In our AE training (both the bootcamp and the Account Service Advanced Training) we ask the participants to make a list of what they think their clients want from their advertising agency. It’s a rare AE that thinks to actually ask their clients what they’re looking for from their agency or agency liaison. But the answers often reveal that disconnect.
When we asked CMOs, business owners and Directors of Marketing what they were looking for from their agencies, here’s what they said:
Clients expect their advertising agencies to either come to them with a deep level of expertise in the client’s business/industry or else, get up to speed in a hurry. Even more so — they expect the agency to stay current and to make sure the client does too.
It’s pretty difficult to bring proactive ideas and solutions to the table if you don’t know the game that’s being played.
In today’s world, marketing touches every aspect of a client’s business. Clients expect their agency to understand their entire business model from R&D to distribution. They need someone at the table who can recognize and solve business problems.
Clients need their agency to do what they say they’re going to do. That means bringing projects in on time and on budget. It means owning a problem until it gets resolved. It also means the flip side — clients want an agency to hold them accountable too. They need to be nudged now and then to keep their eye on the ball and do their part in making the work a success.
This is a big one that may even be more essential than all of these other client retention strategies. There’s no such thing as M-F, 9-5 anymore. Thanks to tablets, smart phones and everyone trying to do more with fewer people and just one step faster — clients are working longer hours, into the weekends and through all time zones. Clients appreciate the need for their agency cohorts to have a private life and most won’t be too intrusive. But when they need to get a hold of you now, they mean now.
It may be unpopular to say/admit — but clients expect their agency staff to check email and voicemail at night and on the weekends.

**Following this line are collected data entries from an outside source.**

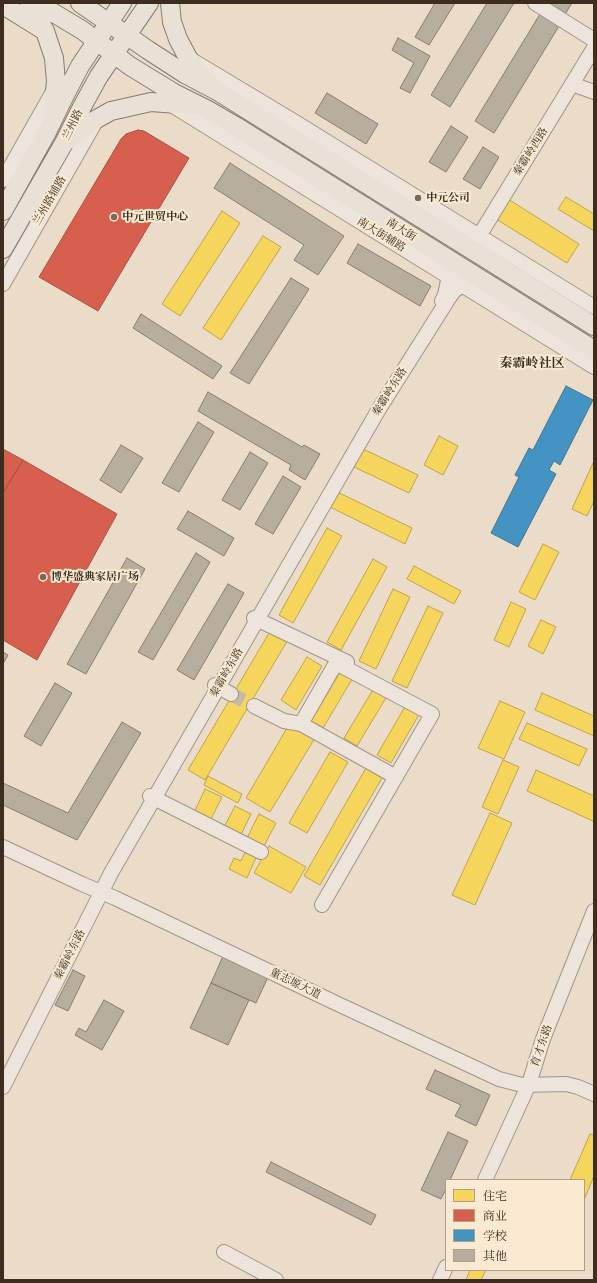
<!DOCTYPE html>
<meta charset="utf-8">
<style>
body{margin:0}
#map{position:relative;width:597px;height:1283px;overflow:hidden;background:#eadcc8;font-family:Alegreya,"Noto Serif SC",serif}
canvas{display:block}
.frame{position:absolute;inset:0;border:4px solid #3d2d21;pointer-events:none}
.legend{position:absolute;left:445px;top:1179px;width:140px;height:92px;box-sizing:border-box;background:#faead2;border:1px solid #ae9e8b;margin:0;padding:5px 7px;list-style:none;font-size:12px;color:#3d2d21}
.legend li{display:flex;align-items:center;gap:8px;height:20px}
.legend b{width:20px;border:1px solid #ae9e8b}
</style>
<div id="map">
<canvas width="597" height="1283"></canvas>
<div class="frame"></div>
<ul class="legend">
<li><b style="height:11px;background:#f6d55c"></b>住宅</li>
<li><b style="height:11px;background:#d6604d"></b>商业</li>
<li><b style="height:11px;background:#4393c3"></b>学校</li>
<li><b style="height:11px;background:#b8aea0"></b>其他</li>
</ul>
</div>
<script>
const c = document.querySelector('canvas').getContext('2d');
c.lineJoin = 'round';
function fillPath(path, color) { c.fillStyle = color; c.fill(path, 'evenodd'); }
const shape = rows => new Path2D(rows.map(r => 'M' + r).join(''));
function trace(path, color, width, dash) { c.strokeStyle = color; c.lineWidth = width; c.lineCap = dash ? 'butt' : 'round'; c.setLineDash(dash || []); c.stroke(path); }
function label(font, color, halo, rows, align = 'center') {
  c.font = font + ' Alegreya,"Noto Serif SC",serif'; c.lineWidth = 4; c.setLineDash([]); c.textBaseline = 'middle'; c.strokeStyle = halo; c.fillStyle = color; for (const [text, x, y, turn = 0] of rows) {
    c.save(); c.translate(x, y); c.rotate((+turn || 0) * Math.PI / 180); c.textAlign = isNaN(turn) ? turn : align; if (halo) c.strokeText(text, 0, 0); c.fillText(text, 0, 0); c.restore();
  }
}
const homes = shape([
 [566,197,594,214,594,231,558,209,566,197],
 [508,199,579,244,567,263,496,219,508,199],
 [222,211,240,223,180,316,162,304,222,211],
 [263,236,281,247,221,340,203,328,263,236],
 [439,436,458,446,443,475,424,465,439,436],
 [363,449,418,475,409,493,354,467,363,449],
 [594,461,594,501,587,516,572,509,594,461],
 [333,490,412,528,405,544,326,505,333,490],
 [327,528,342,536,293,623,279,615,327,528],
 [543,544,559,552,535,600,519,592,543,544],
 [373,559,387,567,341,650,327,642,373,559],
 [414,566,461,591,454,604,407,579,414,566],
 [393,589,410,597,376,669,359,661,393,589],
 [511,602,526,609,509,647,494,640,511,602],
 [428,606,443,613,407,688,392,681,428,606],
 [541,620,556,627,543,654,528,646,541,620],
 [272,628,289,638,205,780,188,770,272,628],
 [307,657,322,666,296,710,281,700,307,657],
 [342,669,354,676,323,728,311,721,342,669],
 [374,688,387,696,357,746,344,738,374,688],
 [542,693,594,716,594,736,535,710,542,693],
 [500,701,525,712,504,759,478,748,500,701],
 [407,703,421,711,391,763,377,755,407,703],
 [290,723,315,738,270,812,246,798,290,723],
 [527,723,587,749,579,766,519,739,527,723],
 [330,752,348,762,307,833,289,823,330,752],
 [503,760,519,767,498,814,482,807,503,760],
 [366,768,382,778,320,885,304,876,366,768],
 [536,770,594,796,594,818,593,821,527,791,536,770],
 [208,776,242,794,238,803,204,785,208,776],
 [205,789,222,797,209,823,193,815,205,789],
 [235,806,251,814,239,839,222,831,235,806],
 [490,813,512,823,475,905,452,895,490,813],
 [259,814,276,823,263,848,246,840,259,814],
 [269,846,306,867,291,893,254,873,269,846],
 [247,848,258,853,247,878,229,869,234,858,241,861,247,848],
 [590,1134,594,1135,594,1176,584,1200,584,1180,570,1180,590,1134],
 [470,1270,486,1270,481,1280,466,1280,470,1270]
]);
fillPath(homes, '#f6d55c');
trace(homes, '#bea34a', 1);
const shops = shape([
 [138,130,144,131,189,158,98,311,39,277,121,139,126,134,138,130],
 [3,449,23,460,3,493,3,449],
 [23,460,117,514,37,660,3,640,3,493,23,460]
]);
fillPath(shops, '#d6604d');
trace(shops, '#a85140', 1);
const schools = shape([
 [566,386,593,400,560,465,554,461,549,470,556,474,518,547,491,533,519,477,515,475,529,448,533,450,566,386]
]);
fillPath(schools, '#4393c3');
trace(schools, '#417492', 1);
const building = shape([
 [435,3,455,3,429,45,415,37,435,3],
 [487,3,514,3,450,107,431,95,487,3],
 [546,3,572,3,564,16,546,3],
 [540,14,559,26,494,133,475,121,540,14],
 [398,38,430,56,410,93,400,88,414,63,392,50,398,38],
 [327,93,378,124,366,144,315,113,327,93],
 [451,126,468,137,446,172,429,162,451,126],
 [483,147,499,157,480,189,463,179,483,147],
 [230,163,344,236,318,275,294,260,304,245,214,188,230,163],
 [358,244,431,286,420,306,347,263,358,244],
 [291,278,309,289,249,384,230,373,291,278],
 [141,314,222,366,213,379,133,328,141,314],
 [208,392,302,447,304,445,320,454,305,480,289,470,291,465,198,411,208,392],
 [198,422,214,432,179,492,162,483,198,422],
 [121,445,143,458,121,493,100,480,121,445],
 [250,452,268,463,240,510,222,500,250,452],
 [283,476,301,487,273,534,255,524,283,476],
 [188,511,234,538,224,556,177,529,188,511],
 [196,553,210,562,153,660,138,652,196,553],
 [127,558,145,569,86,674,67,664,127,558],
 [228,584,244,593,194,680,177,670,228,584],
 [3,652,8,655,3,664,3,652],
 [55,683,72,693,41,746,24,736,55,683],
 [122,722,141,733,77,840,3,805,3,783,68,813,122,722],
 [224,954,269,975,256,1003,211,983,224,954],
 [73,970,85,976,68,1011,55,1005,73,970],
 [211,983,249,1000,228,1045,190,1028,211,983],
 [104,1000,124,1011,102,1050,75,1035,79,1028,86,1032,104,1000],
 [435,1070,490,1095,476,1126,455,1116,461,1105,426,1089,435,1070],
 [448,1132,468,1141,450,1180,446,1180,446,1189,441,1199,421,1190,448,1132],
 [271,1162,376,1215,371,1225,266,1172,271,1162]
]);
fillPath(building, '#b8aea0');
trace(building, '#867c71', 1);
trace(shape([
 [231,694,254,706]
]), '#c7b9a7', 14, [14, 7]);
const minor = shape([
 [535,3,594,40],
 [192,60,292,120,594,307],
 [572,84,594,92],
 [170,104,594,367],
 [3,180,54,90],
 [470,240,478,235,484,228,594,48],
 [3,284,96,121],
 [442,301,445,295,448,280,447,272,442,256],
 [254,618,347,662],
 [215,685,231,694],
 [254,706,284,721,301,724,396,777],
 [301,724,336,663,432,714,322,905],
 [150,796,261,852],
 [3,847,82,884,115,898,340,1005,499,1079,522,1085,566,1084,578,1087,594,1094],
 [3,1087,111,873,379,409,449,298,454,291,462,285,478,278],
 [485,1180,529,1084,543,1039,594,911],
 [224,1252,276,1280],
 [440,1280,446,1267]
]);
const major = shape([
 [29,3,38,18,45,31,54,58,56,82,53,108],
 [37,3,82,30,130,66,174,93,208,110,237,127,594,350],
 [80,3,148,50,185,74,219,92,594,326],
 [170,3,172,22,178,39,188,58,208,83],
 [3,5,45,31],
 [68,140,93,121,111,111,151,102,190,105],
 [3,211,47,132,65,95,80,66,122,3],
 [3,249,64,143,83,105,99,76,149,3]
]);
trace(minor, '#9e9488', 16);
trace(major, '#867c71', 20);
trace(minor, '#ede5dc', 14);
trace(major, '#e9e1d6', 18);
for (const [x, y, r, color] of [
 [418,198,4,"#7a6a5b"],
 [114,217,4,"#7a6a5b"],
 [43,577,4,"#7a6a5b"]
]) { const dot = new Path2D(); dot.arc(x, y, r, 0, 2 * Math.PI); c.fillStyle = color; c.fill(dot); trace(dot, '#faead2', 1.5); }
label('11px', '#3d2d21', '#faead2', [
 ["兰州路",73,125,-64],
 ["秦霸岭西路",531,152,-58],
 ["兰州路辅路",50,201,-60],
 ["南大街",401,230,32],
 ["南大街辅路",381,235,32],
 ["秦霸岭东路",390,392,-58],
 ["秦霸岭东路",227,673,-60],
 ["秦霸岭东路",70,955,-63],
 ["董志塬大道",295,984,26],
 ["育才东路",542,1046,-71]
]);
label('bold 11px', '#3d2d21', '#faead2', [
 ["中元公司",426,198],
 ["中元世贸中心",122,217],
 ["博华盛典家居广场",51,577]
], 'left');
label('bold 13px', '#3d2d21', '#faead2', [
 ["秦霸岭社区",532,364]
]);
</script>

They use the word passion but when probed, what they really mean is that they want you to care as much about their business as they do. And they want to be your priority. All clients, big or small, want to be your favorite and the one you’re always thinking about.
Advice and leadership
Clients are weary and they want their agency to shoulder some of their load. They don’t want to dictate the direction and all the particulars. They need their agency to proactively bring them ideas, listen intelligently, ask insightful questions, push back when they think the client is wrong and help drive the business towards achieving its goals.
Order takers and yes men/women aren’t enough. This is a tough one for agency owners to wrap their heads around. It sounds great in theory but it’s difficult for some owners to put the account at risk by pushing back or taking the lead.
Like co-workers, an agency AE and client can get into a productive rhythm together after they’ve worked side by side for awhile. This efficiency and not having to repeat or re-educate a new person every so often is incredibly valuable to clients. They love it when their account team stays intact.
This doesn’t mean clients don’t want their agencies to be profitable or to benefit from the working relationship. In fact, when a client loves their agency — they will go out of their way to help the agency do both. But what clients don’t like is when the agency is serving two masters. This is really a trust issue. Are you recommending that media buy because it is best for me or because of the commission structure? Are you suggesting this creative because you think it will drive sales or win awards?
Again — they know the agency has to make a profit. That’s not what this is about. This is about helping them spend every dollar wisely. It’s about having a big picture vision so that all of the money/efforts are pulling in the same direction. It’s about investing where money needs to be spent and cutting corners/finding a new way, where it doesn’t need to be spent. This gets back to that no self interest and trust thing.
There’s nothing more profitable to an agency than a long term client. But to get them to stick around — you’re going to have to train your team (and yourself) on these client retention strategies in order to deliver on these items. For many clients, they’re deal breakers when they’re not present.